Your instructions –
What is needed here is an exact transcription of the entries that follow.

Items listed in a dataset
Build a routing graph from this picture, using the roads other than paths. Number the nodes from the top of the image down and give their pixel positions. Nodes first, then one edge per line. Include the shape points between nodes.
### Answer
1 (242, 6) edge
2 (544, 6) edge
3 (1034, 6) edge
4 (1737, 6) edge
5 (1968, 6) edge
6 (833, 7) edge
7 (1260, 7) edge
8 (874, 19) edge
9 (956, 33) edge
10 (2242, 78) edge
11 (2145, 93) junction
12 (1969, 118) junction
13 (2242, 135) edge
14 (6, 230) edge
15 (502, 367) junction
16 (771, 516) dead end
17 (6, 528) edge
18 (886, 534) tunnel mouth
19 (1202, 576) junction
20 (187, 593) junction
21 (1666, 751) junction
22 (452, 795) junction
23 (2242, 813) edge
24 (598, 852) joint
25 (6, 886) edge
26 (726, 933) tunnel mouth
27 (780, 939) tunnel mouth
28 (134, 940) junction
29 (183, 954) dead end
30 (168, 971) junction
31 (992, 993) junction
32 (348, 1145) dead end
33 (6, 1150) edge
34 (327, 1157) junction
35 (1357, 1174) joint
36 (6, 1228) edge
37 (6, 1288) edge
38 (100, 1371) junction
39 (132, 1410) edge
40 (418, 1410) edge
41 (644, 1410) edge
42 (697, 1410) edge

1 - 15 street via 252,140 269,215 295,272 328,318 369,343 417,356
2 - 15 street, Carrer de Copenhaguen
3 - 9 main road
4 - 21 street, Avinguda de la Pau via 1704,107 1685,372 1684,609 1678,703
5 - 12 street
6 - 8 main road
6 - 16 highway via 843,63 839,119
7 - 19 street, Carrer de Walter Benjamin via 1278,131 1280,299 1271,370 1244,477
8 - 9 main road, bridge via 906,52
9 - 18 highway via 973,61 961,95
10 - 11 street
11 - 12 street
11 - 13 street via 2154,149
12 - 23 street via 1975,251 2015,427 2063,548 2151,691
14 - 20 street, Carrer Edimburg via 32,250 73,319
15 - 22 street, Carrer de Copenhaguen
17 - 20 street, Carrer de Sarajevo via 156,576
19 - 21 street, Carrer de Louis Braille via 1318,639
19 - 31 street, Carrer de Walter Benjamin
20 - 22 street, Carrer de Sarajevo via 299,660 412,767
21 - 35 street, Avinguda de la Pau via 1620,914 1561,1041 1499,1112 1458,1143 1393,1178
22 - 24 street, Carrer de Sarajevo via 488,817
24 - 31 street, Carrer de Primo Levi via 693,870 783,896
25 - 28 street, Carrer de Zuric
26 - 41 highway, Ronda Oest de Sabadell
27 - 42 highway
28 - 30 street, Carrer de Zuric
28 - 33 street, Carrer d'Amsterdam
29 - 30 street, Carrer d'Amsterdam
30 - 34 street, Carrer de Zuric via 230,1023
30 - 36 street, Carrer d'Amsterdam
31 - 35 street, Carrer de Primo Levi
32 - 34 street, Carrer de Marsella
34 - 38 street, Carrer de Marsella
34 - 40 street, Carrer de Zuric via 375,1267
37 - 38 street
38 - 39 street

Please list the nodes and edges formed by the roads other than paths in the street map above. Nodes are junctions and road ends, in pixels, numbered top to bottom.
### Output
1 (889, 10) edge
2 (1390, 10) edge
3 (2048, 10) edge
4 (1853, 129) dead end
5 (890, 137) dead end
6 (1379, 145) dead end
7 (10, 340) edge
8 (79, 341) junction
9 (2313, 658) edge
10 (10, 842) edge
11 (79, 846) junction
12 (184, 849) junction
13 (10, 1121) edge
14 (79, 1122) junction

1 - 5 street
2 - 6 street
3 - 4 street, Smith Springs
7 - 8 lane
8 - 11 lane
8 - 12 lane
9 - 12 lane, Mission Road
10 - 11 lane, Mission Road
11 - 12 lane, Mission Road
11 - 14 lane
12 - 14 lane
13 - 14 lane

Solved problem –
Build a routing graph from this picture, using the roads other than paths. Number the nodes from the top of the image down and give their pixel positions. Nodes first, then one edge per line. Include the shape points between nodes.
### Answer
1 (242, 6) edge
2 (544, 6) edge
3 (1034, 6) edge
4 (1737, 6) edge
5 (1968, 6) edge
6 (833, 7) edge
7 (1260, 7) edge
8 (874, 19) edge
9 (956, 33) edge
10 (2242, 78) edge
11 (2145, 93) junction
12 (1969, 118) junction
13 (2242, 135) edge
14 (6, 230) edge
15 (502, 367) junction
16 (771, 516) dead end
17 (6, 528) edge
18 (886, 534) tunnel mouth
19 (1202, 576) junction
20 (187, 593) junction
21 (1666, 751) junction
22 (452, 795) junction
23 (2242, 813) edge
24 (598, 852) joint
25 (6, 886) edge
26 (726, 933) tunnel mouth
27 (780, 939) tunnel mouth
28 (134, 940) junction
29 (183, 954) dead end
30 (168, 971) junction
31 (992, 993) junction
32 (348, 1145) dead end
33 (6, 1150) edge
34 (327, 1157) junction
35 (1357, 1174) joint
36 (6, 1228) edge
37 (6, 1288) edge
38 (100, 1371) junction
39 (132, 1410) edge
40 (418, 1410) edge
41 (644, 1410) edge
42 (697, 1410) edge

1 - 15 street via 252,140 269,215 295,272 328,318 369,343 417,356
2 - 15 street, Carrer de Copenhaguen
3 - 9 main road
4 - 21 street, Avinguda de la Pau via 1704,107 1685,372 1684,609 1678,703
5 - 12 street
6 - 8 main road
6 - 16 highway via 843,63 839,119
7 - 19 street, Carrer de Walter Benjamin via 1278,131 1280,299 1271,370 1244,477
8 - 9 main road, bridge via 906,52
9 - 18 highway via 973,61 961,95
10 - 11 street
11 - 12 street
11 - 13 street via 2154,149
12 - 23 street via 1975,251 2015,427 2063,548 2151,691
14 - 20 street, Carrer Edimburg via 32,250 73,319
15 - 22 street, Carrer de Copenhaguen
17 - 20 street, Carrer de Sarajevo via 156,576
19 - 21 street, Carrer de Louis Braille via 1318,639
19 - 31 street, Carrer de Walter Benjamin
20 - 22 street, Carrer de Sarajevo via 299,660 412,767
21 - 35 street, Avinguda de la Pau via 1620,914 1561,1041 1499,1112 1458,1143 1393,1178
22 - 24 street, Carrer de Sarajevo via 488,817
24 - 31 street, Carrer de Primo Levi via 693,870 783,896
25 - 28 street, Carrer de Zuric
26 - 41 highway, Ronda Oest de Sabadell
27 - 42 highway
28 - 30 street, Carrer de Zuric
28 - 33 street, Carrer d'Amsterdam
29 - 30 street, Carrer d'Amsterdam
30 - 34 street, Carrer de Zuric via 230,1023
30 - 36 street, Carrer d'Amsterdam
31 - 35 street, Carrer de Primo Levi
32 - 34 street, Carrer de Marsella
34 - 38 street, Carrer de Marsella
34 - 40 street, Carrer de Zuric via 375,1267
37 - 38 street
38 - 39 street

Please list the nodes and edges formed by the roads other than paths in the street map above. Nodes are junctions and road ends, in pixels, numbered top to bottom.
### Output
1 (889, 10) edge
2 (1390, 10) edge
3 (2048, 10) edge
4 (1853, 129) dead end
5 (890, 137) dead end
6 (1379, 145) dead end
7 (10, 340) edge
8 (79, 341) junction
9 (2313, 658) edge
10 (10, 842) edge
11 (79, 846) junction
12 (184, 849) junction
13 (10, 1121) edge
14 (79, 1122) junction

1 - 5 street
2 - 6 street
3 - 4 street, Smith Springs
7 - 8 lane
8 - 11 lane
8 - 12 lane
9 - 12 lane, Mission Road
10 - 11 lane, Mission Road
11 - 12 lane, Mission Road
11 - 14 lane
12 - 14 lane
13 - 14 lane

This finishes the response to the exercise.